From Baltimore, Ply the High Seas Year-Round

By Margaret Engel
Special to The Washington Post
Sunday, October 4, 2009

Baltimore is about to sail past a travel milestone: Beginning in November, it will become a year-round cruise port, with winter cruises departing from its 3 1/2 -year-old passenger terminal for the first time.

The city has proved so popular an embarkation point that Carnival and Celebrity cruise lines have decided to continue their Bahamas and Caribbean sailings beyond October, when their schedules have traditionally ended. And not to be left at the dock, Royal Caribbean will also launch all-season sailing from Charm City next July.

"Baltimore will be our farthest north year-round home port," said Vance Gulliksen, spokesman for Carnival Cruises, the world's largest cruise operator. "Even if the weather is bad, our ships will quickly be getting into warmer weather."

The cachet of winter cruises from the port of Baltimore -- at a time when New York is seeing a decline in them -- caps a year in which Baltimore's passenger volume tripled, going from 47,000 in 2008 to an expected 165,000 by the end of this year.

"This is a Maryland success story," said John Meister, marketing manager for the Maryland Port Administration. "We've been running at above capacity at times because of the convenience of driving to this port."

Baltimore was the departure point for 81 cruises this year. It has 92 scheduled for next year, and 2011 will see about 120 sailings, according to Meister.

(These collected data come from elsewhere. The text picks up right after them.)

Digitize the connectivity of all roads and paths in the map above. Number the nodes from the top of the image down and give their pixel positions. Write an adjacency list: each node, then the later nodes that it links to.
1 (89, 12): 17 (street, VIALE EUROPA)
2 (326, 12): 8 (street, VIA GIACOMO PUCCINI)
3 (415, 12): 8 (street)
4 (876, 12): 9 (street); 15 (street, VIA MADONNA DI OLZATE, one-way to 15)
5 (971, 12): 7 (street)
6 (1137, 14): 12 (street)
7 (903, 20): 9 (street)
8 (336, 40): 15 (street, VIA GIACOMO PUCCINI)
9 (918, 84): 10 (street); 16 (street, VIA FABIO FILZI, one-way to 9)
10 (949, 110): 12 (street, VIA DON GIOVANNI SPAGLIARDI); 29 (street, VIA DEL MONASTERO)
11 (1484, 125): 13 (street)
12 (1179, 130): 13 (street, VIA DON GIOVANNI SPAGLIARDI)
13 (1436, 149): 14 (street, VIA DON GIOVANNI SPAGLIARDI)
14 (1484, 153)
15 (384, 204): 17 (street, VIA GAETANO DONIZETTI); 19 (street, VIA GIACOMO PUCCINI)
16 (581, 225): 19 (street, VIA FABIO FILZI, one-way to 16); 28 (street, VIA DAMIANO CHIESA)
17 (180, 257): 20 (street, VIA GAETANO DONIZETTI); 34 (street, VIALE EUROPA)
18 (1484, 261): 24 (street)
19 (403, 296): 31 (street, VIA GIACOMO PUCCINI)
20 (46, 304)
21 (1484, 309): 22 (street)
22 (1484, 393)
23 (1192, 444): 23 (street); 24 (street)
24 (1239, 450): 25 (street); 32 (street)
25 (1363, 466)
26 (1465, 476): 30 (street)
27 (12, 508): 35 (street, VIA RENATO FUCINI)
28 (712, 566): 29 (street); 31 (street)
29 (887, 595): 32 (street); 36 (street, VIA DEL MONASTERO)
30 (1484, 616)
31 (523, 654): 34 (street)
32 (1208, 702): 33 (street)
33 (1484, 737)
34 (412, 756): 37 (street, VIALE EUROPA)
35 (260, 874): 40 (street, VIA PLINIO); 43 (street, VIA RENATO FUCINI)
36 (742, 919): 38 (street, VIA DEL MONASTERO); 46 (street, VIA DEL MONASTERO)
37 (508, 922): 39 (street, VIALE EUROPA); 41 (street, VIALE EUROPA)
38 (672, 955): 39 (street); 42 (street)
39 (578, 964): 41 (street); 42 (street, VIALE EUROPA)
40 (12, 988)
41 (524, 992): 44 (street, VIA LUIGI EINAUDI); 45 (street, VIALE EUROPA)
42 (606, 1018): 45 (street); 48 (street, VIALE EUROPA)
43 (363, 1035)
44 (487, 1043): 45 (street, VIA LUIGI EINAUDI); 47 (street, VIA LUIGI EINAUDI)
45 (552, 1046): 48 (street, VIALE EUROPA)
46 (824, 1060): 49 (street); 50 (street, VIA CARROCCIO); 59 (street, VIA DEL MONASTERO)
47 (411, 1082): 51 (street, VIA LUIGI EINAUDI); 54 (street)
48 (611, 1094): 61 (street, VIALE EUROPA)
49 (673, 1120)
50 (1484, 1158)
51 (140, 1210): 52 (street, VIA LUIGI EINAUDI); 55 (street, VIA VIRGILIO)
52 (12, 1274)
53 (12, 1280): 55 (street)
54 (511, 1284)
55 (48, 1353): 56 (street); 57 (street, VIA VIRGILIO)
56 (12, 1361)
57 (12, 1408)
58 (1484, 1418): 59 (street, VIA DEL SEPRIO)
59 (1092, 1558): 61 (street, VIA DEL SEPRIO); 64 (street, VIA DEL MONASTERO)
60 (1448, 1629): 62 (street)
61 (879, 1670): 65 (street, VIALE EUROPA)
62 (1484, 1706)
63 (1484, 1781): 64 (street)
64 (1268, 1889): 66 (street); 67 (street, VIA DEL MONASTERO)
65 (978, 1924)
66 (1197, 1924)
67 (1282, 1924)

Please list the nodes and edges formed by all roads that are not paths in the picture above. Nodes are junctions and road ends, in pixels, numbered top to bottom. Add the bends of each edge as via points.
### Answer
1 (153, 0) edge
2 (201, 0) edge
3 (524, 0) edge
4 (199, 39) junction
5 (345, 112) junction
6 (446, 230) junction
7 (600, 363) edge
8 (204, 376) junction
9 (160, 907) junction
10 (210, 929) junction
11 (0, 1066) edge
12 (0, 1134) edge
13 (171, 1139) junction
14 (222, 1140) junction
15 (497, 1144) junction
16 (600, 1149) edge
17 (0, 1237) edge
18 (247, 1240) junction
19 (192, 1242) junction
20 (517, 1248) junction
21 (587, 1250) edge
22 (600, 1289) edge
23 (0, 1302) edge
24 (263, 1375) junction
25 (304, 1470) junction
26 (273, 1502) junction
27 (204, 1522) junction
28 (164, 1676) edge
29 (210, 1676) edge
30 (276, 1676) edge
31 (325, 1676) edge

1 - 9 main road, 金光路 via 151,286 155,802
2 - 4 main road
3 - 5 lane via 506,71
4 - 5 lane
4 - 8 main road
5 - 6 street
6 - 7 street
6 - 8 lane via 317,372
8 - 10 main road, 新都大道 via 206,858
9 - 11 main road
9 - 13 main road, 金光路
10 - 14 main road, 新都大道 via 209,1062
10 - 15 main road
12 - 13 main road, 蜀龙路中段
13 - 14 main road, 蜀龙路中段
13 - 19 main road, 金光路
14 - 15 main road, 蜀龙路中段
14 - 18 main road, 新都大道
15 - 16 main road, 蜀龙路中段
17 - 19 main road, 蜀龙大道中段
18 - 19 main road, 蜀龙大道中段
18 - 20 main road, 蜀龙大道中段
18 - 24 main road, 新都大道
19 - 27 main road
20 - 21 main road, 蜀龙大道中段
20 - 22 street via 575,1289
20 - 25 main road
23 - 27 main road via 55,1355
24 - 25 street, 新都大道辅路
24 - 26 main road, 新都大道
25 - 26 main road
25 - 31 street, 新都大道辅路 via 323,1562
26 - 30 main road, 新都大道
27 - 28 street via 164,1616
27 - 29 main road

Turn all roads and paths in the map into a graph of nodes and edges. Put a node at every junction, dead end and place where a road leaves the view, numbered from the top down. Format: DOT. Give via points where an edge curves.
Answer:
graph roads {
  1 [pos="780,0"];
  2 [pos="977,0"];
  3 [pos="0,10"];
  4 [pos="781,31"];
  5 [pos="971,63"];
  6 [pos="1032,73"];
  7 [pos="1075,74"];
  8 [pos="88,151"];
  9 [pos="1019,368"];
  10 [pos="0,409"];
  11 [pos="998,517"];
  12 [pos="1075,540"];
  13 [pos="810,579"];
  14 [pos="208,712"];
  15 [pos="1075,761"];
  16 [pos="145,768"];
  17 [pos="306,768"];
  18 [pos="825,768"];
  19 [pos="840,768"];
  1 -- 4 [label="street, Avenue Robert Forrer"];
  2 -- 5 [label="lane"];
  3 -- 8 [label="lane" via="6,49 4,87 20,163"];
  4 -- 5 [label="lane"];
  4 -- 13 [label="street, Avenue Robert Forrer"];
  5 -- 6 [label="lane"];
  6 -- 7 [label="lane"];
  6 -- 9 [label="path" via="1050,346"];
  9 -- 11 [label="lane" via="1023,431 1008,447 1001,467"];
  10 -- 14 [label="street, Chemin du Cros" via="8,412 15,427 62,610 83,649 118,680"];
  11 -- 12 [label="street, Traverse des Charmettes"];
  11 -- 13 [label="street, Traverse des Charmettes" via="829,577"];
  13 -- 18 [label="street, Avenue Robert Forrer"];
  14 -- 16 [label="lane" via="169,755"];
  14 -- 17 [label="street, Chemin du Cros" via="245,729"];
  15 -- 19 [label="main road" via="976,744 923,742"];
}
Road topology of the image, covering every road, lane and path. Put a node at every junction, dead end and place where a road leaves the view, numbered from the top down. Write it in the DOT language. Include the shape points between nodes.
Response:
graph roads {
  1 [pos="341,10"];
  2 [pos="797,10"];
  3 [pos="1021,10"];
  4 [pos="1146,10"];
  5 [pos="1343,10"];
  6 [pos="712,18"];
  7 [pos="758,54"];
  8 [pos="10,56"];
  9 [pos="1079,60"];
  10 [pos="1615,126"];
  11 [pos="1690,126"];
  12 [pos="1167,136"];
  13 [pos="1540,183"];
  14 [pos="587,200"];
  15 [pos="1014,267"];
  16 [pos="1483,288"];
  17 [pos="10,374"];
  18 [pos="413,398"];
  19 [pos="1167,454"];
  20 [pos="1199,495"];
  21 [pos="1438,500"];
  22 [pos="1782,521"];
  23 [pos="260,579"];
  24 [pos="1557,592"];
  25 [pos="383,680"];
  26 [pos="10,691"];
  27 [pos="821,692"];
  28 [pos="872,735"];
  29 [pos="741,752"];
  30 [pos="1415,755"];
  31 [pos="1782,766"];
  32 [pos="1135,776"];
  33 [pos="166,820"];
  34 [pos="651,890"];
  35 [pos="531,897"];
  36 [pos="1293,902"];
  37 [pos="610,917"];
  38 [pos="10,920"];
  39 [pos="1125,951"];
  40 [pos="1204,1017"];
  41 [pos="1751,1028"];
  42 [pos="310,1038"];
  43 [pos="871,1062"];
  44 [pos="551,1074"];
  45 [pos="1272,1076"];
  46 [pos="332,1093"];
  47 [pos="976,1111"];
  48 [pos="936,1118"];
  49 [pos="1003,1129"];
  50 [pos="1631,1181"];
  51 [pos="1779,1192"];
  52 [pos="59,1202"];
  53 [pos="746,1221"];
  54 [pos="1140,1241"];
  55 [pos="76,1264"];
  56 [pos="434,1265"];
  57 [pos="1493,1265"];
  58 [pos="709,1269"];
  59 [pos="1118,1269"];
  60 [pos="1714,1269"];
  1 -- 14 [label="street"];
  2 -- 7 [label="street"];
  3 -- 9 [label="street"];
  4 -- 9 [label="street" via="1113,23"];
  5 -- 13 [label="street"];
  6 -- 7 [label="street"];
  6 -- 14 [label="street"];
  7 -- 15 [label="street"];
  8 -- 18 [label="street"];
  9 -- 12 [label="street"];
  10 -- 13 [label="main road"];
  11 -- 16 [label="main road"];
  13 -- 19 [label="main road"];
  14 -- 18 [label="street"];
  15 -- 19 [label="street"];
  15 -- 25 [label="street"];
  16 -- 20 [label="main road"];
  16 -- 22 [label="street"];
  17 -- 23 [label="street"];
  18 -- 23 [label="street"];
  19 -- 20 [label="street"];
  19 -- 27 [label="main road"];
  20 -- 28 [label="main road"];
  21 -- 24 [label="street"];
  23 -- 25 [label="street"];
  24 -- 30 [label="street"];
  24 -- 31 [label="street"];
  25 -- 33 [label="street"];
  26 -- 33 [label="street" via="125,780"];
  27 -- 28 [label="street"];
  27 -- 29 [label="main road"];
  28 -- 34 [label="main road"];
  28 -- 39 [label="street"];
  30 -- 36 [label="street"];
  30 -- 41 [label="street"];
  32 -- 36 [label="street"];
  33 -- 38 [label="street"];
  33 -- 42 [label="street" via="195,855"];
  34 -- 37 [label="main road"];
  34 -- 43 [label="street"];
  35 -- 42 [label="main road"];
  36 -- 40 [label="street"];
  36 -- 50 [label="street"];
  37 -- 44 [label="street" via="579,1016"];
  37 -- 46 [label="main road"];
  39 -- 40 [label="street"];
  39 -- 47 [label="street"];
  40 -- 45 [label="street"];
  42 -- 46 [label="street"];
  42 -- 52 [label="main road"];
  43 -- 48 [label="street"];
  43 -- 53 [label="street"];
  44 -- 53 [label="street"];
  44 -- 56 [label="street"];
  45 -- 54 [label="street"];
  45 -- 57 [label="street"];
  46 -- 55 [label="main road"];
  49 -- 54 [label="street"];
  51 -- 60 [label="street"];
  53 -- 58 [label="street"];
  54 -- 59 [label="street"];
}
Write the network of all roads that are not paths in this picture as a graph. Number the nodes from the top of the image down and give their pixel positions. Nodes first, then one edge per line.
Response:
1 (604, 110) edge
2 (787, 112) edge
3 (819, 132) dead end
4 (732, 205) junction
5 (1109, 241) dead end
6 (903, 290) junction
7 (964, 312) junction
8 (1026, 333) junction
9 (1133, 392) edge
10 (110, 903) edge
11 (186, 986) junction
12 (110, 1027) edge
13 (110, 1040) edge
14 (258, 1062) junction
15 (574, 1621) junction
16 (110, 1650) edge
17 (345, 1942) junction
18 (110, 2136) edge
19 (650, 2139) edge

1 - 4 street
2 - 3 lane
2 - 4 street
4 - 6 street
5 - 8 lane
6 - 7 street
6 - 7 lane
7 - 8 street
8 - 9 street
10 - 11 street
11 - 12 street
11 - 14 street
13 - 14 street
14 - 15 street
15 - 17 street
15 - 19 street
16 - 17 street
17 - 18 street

Most Baltimore cruises are seven-day trips to the Bahamas and the Caribbean, although some ships travel to New England and Canada. And American Cruise Line's smaller ships leave from the Inner Harbor for trips in the mid-Atlantic Inland Passage and the Chesapeake Bay.

As cruise lines continue to move ships to customers, the Baltimore story is being repeated across the country. There are now more than 20 passenger cruise ports in the United States, a big shift from the early 1990s, when New York, Miami and Seattle were the main places to embark.

"After 9/11 . . . the hassle of airports really boosted interest in nearby ports," said Maureen Davis, a Fallston, Md., travel agent specializing in cruises. "The economy also is bringing us travelers who want a set rate, and the rates are a tremendous value right now." She noted fares as low as $449 per person for a five-day Baltimore cruise to Bermuda.

Five cruise lines operate out of Baltimore. Its passenger terminal, visible from Interstate 95, is a converted paper warehouse festooned with flags and containing 40 check-in stations and a seating area for more than 750 passengers. Adjoining the terminal are surface pay lots with space for 1,500 automobiles. Stevedores grab luggage from passengers' cars as they drive to the front door.

The state paid $13 million for the renovation and for dredging a channel to accept 70,000-ton, 900-foot-long ships that boast up to 11 decks of cabins, swimming pools and aqua parks, casinos, wedding chapels, gyms, spas and multiple restaurants.

Meister said the biggest challenge for ships is getting under the Chesapeake Bay and Francis Scott Key bridges, which offer the largest ones only 10 to 12 feet of clearance.

Sailing throughout the winter is prompting port authorities to construct a covered walkway and perhaps set up outside heaters for the few moments travelers spend walking to the terminal.

"We're committed to making this a great passenger experience," said Richard Scher, spokesman for the Maryland Port Administration.

Even the state's planners have been surprised by who is driving to Baltimore. Passengers from Pennsylvania, New York and New Jersey make up a third of the volume, with travelers from Maryland, Virginia, the District and even Ohio and the Carolinas making up the rest. The growth of Southwest and AirTran, the discount airlines flying into nearby Baltimore-Washington International Marshall Airport, has brought cruise passengers from Canada and beyond.

State officials are happy to see cruise revenue continue this winter.

"Expanding the Port of Baltimore's cruise program to include cruising year-round has provided a tremendous economic impact to the State of Maryland, especially in such trying economic times," wrote Maryland Transportation Secretary Beverley Swaim-Staley in an e-mail response to a question. She noted that cruise-related jobs have increased and passengers are spending in Baltimore restaurants, stores and hotels.

Karl Teel of Forest Hill, Md., said that driving to the port allowed him to bring his parents, ages 86 and 89, from Towson to join three cabins of children and grandchildren for a trip. "They're too old to handle airports," he said. "This gives them a chance to go to some pretty exotic ports, even when the weather's bad here."

Margaret Engel is director of the Alicia Patterson Foundation.